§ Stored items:
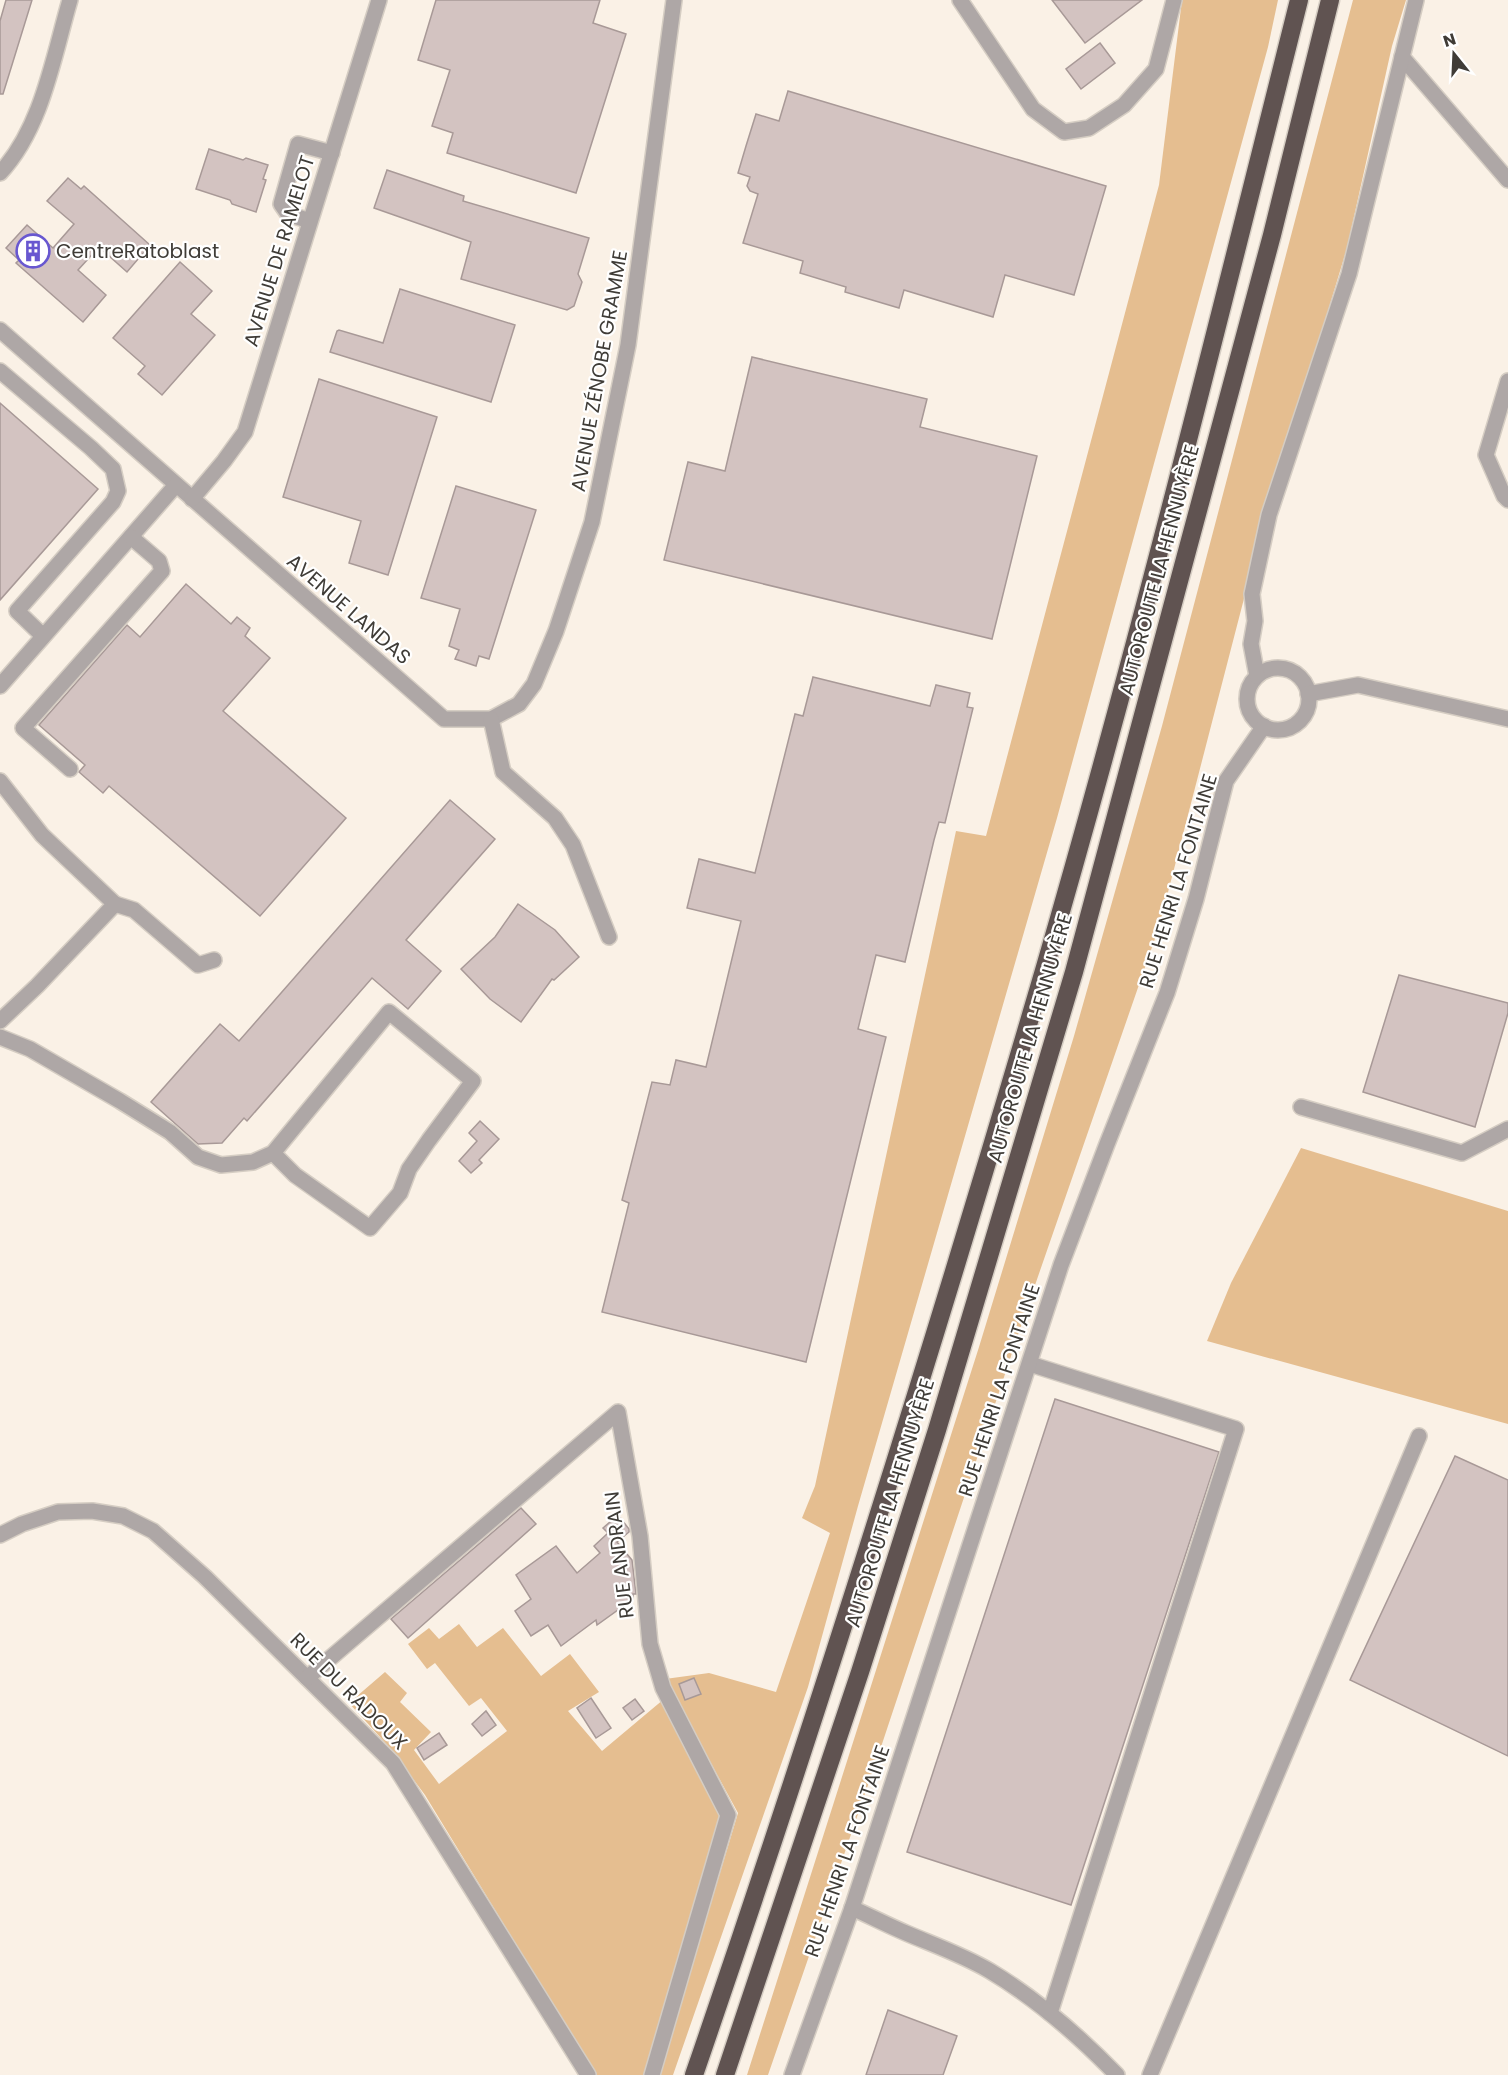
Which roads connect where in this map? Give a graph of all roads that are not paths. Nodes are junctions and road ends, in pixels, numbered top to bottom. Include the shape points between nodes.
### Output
1 (70, 0) edge
2 (379, 0) edge
3 (674, 0) edge
4 (960, 0) edge
5 (1174, 0) edge
6 (1299, 0) edge
7 (1330, 0) edge
8 (1416, 0) edge
9 (1402, 57) junction
10 (332, 153) junction
11 (0, 173) edge
12 (1508, 180) edge
13 (310, 221) junction
14 (3, 339) edge
15 (0, 370) edge
16 (1508, 381) edge
17 (176, 485) junction
18 (192, 500) junction
19 (1508, 500) edge
20 (131, 537) junction
21 (43, 636) junction
22 (1257, 676) junction
23 (0, 686) edge
24 (1308, 694) junction
25 (491, 719) junction
26 (1508, 719) edge
27 (1264, 726) junction
28 (70, 769) dead end
29 (0, 781) edge
30 (115, 904) junction
31 (609, 937) dead end
32 (214, 960) dead end
33 (0, 1021) edge
34 (0, 1037) edge
35 (1301, 1107) dead end
36 (1508, 1129) edge
37 (273, 1153) junction
38 (1030, 1364) junction
39 (1419, 1436) dead end
40 (0, 1535) edge
41 (307, 1678) junction
42 (852, 1908) junction
43 (1050, 2013) junction
44 (588, 2075) edge
45 (652, 2075) edge
46 (694, 2075) edge
47 (725, 2075) edge
48 (792, 2075) edge
49 (1117, 2075) edge
50 (1150, 2075) edge

1 - 11 street via 34,119 14,158
2 - 10 street, AVENUE DE RAMELOT
3 - 25 street, AVENUE ZÉNOBE GRAMME via 628,345 592,522 534,684 519,704
4 - 5 street via 1033,109 1064,132 1089,128 1124,105 1156,69
6 - 46 highway, AUTOROUTE LA HENNUYÈRE via 1149,589 1042,976 832,1661
7 - 47 highway, AUTOROUTE LA HENNUYÈRE via 1272,234 1074,972 934,1441
8 - 9 street
9 - 12 street
9 - 22 street via 1349,274 1269,515 1252,594 1255,621 1251,644
10 - 13 street, AVENUE DE RAMELOT
10 - 13 street via 298,144 281,204 288,214
13 - 18 street, AVENUE DE RAMELOT via 244,432
14 - 17 street, AVENUE LANDAS
15 - 21 street via 113,469 118,491 113,502 17,611
16 - 19 street via 1486,455
17 - 18 street, AVENUE LANDAS
17 - 20 street
18 - 25 street, AVENUE LANDAS via 444,719
20 - 21 street
20 - 28 street via 159,561 162,571 23,728
21 - 23 street
22 - 24 street via 1274,668 1292,672
22 - 27 street via 1248,691 1248,707
24 - 26 street via 1358,685
24 - 27 street via 1305,713 1299,721 1282,729
25 - 31 street via 503,772 555,818 573,844
27 - 38 street, RUE HENRI LA FONTAINE via 1226,781 1167,993 1070,1243
29 - 30 street via 42,834
30 - 32 street via 134,910 198,965
30 - 33 street
34 - 37 street via 30,1049 120,1101 170,1132 198,1157 221,1165 253,1162
35 - 36 street via 1462,1154
37 - 37 street via 295,1174 370,1228 400,1194 409,1168 473,1082 389,1012
38 - 42 street, RUE HENRI LA FONTAINE
38 - 43 street via 1236,1429
39 - 50 street
40 - 41 street, RUE DU RADOUX via 58,1512 92,1511 123,1516 153,1531
41 - 44 street, RUE DU RADOUX via 393,1763
41 - 45 street, RUE ANDRAIN via 618,1412 640,1536 650,1644 663,1688 728,1815
42 - 43 street via 990,1971
42 - 48 street, RUE HENRI LA FONTAINE
43 - 49 street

§ Exercise goal:
Each record should be copied exactly, and each image left out.

§ Answer to this exercise:
Which roads connect where in this map? Give a graph of all roads that are not paths. Nodes are junctions and road ends, in pixels, numbered top to bottom. Include the shape points between nodes.
### Output
1 (70, 0) edge
2 (379, 0) edge
3 (674, 0) edge
4 (960, 0) edge
5 (1174, 0) edge
6 (1299, 0) edge
7 (1330, 0) edge
8 (1416, 0) edge
9 (1402, 57) junction
10 (332, 153) junction
11 (0, 173) edge
12 (1508, 180) edge
13 (310, 221) junction
14 (3, 339) edge
15 (0, 370) edge
16 (1508, 381) edge
17 (176, 485) junction
18 (192, 500) junction
19 (1508, 500) edge
20 (131, 537) junction
21 (43, 636) junction
22 (1257, 676) junction
23 (0, 686) edge
24 (1308, 694) junction
25 (491, 719) junction
26 (1508, 719) edge
27 (1264, 726) junction
28 (70, 769) dead end
29 (0, 781) edge
30 (115, 904) junction
31 (609, 937) dead end
32 (214, 960) dead end
33 (0, 1021) edge
34 (0, 1037) edge
35 (1301, 1107) dead end
36 (1508, 1129) edge
37 (273, 1153) junction
38 (1030, 1364) junction
39 (1419, 1436) dead end
40 (0, 1535) edge
41 (307, 1678) junction
42 (852, 1908) junction
43 (1050, 2013) junction
44 (588, 2075) edge
45 (652, 2075) edge
46 (694, 2075) edge
47 (725, 2075) edge
48 (792, 2075) edge
49 (1117, 2075) edge
50 (1150, 2075) edge

1 - 11 street via 34,119 14,158
2 - 10 street, AVENUE DE RAMELOT
3 - 25 street, AVENUE ZÉNOBE GRAMME via 628,345 592,522 534,684 519,704
4 - 5 street via 1033,109 1064,132 1089,128 1124,105 1156,69
6 - 46 highway, AUTOROUTE LA HENNUYÈRE via 1149,589 1042,976 832,1661
7 - 47 highway, AUTOROUTE LA HENNUYÈRE via 1272,234 1074,972 934,1441
8 - 9 street
9 - 12 street
9 - 22 street via 1349,274 1269,515 1252,594 1255,621 1251,644
10 - 13 street, AVENUE DE RAMELOT
10 - 13 street via 298,144 281,204 288,214
13 - 18 street, AVENUE DE RAMELOT via 244,432
14 - 17 street, AVENUE LANDAS
15 - 21 street via 113,469 118,491 113,502 17,611
16 - 19 street via 1486,455
17 - 18 street, AVENUE LANDAS
17 - 20 street
18 - 25 street, AVENUE LANDAS via 444,719
20 - 21 street
20 - 28 street via 159,561 162,571 23,728
21 - 23 street
22 - 24 street via 1274,668 1292,672
22 - 27 street via 1248,691 1248,707
24 - 26 street via 1358,685
24 - 27 street via 1305,713 1299,721 1282,729
25 - 31 street via 503,772 555,818 573,844
27 - 38 street, RUE HENRI LA FONTAINE via 1226,781 1167,993 1070,1243
29 - 30 street via 42,834
30 - 32 street via 134,910 198,965
30 - 33 street
34 - 37 street via 30,1049 120,1101 170,1132 198,1157 221,1165 253,1162
35 - 36 street via 1462,1154
37 - 37 street via 295,1174 370,1228 400,1194 409,1168 473,1082 389,1012
38 - 42 street, RUE HENRI LA FONTAINE
38 - 43 street via 1236,1429
39 - 50 street
40 - 41 street, RUE DU RADOUX via 58,1512 92,1511 123,1516 153,1531
41 - 44 street, RUE DU RADOUX via 393,1763
41 - 45 street, RUE ANDRAIN via 618,1412 640,1536 650,1644 663,1688 728,1815
42 - 43 street via 990,1971
42 - 48 street, RUE HENRI LA FONTAINE
43 - 49 street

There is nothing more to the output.